L’album a été difficile à composer, débuté en 2012, Granduciel a lutté pour obtenir le résultat qu’il souhaitait (tout comme Kurt Vile, il compose ses albums quasiment seul), n’hésitant pas à recommencer de zéro “An Ocean in Between the Waves” deux semaines avant la date où il devait rendre l’album finalisé à son label, fin 2013. Tout est extrêmement travaillé, fouillé, calculé, et pourtant, le résultat est d’une étonnante spontanéité.
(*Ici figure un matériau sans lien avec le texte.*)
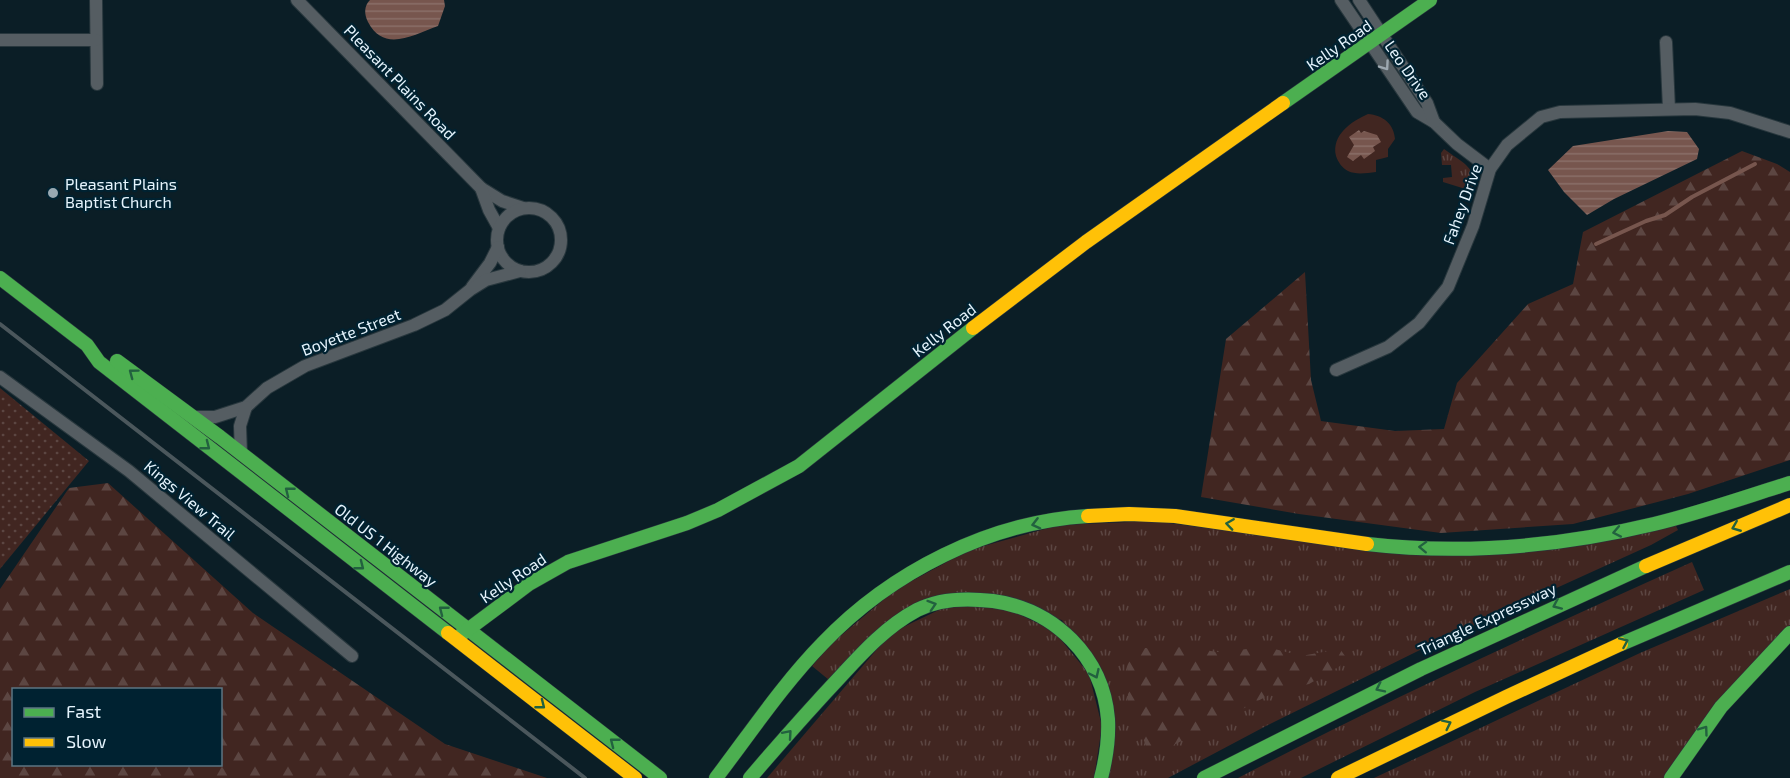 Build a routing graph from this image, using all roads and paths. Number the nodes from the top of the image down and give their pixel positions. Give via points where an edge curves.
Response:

Avec une composition qui s’étale sur autant de temps, c’est carrément à une tranche de vie que l’on assiste, sous forme de thérapie pour la dépression d’Adam (“Suffering“, et le désertique “The Haunting Idle“), émaillée de quelques éclats (“Red Eyes“) pour finir par reprendre goût à la vie (“Eye to the Wind“, “Lost in the Dream“, “In Reverse“).
J’ai pris mon temps pour écrire cette chronique, après avoir écouté l’album en boucle pendant un moment, je l’ai volontairement délaissé pour vérifier si l’intérêt ne disparaissait pas passé l’emballement initial. Verdict : absolument pas. Tout comme Smoke Ring for my Halo de Kurt Vile il y a trois ans, on peut d’ores et déjà considérer Lost in the Dream comme un de ces classiques dont on se souviendra encore dans vingt ans. À déguster au calme, sous un rayon de soleil.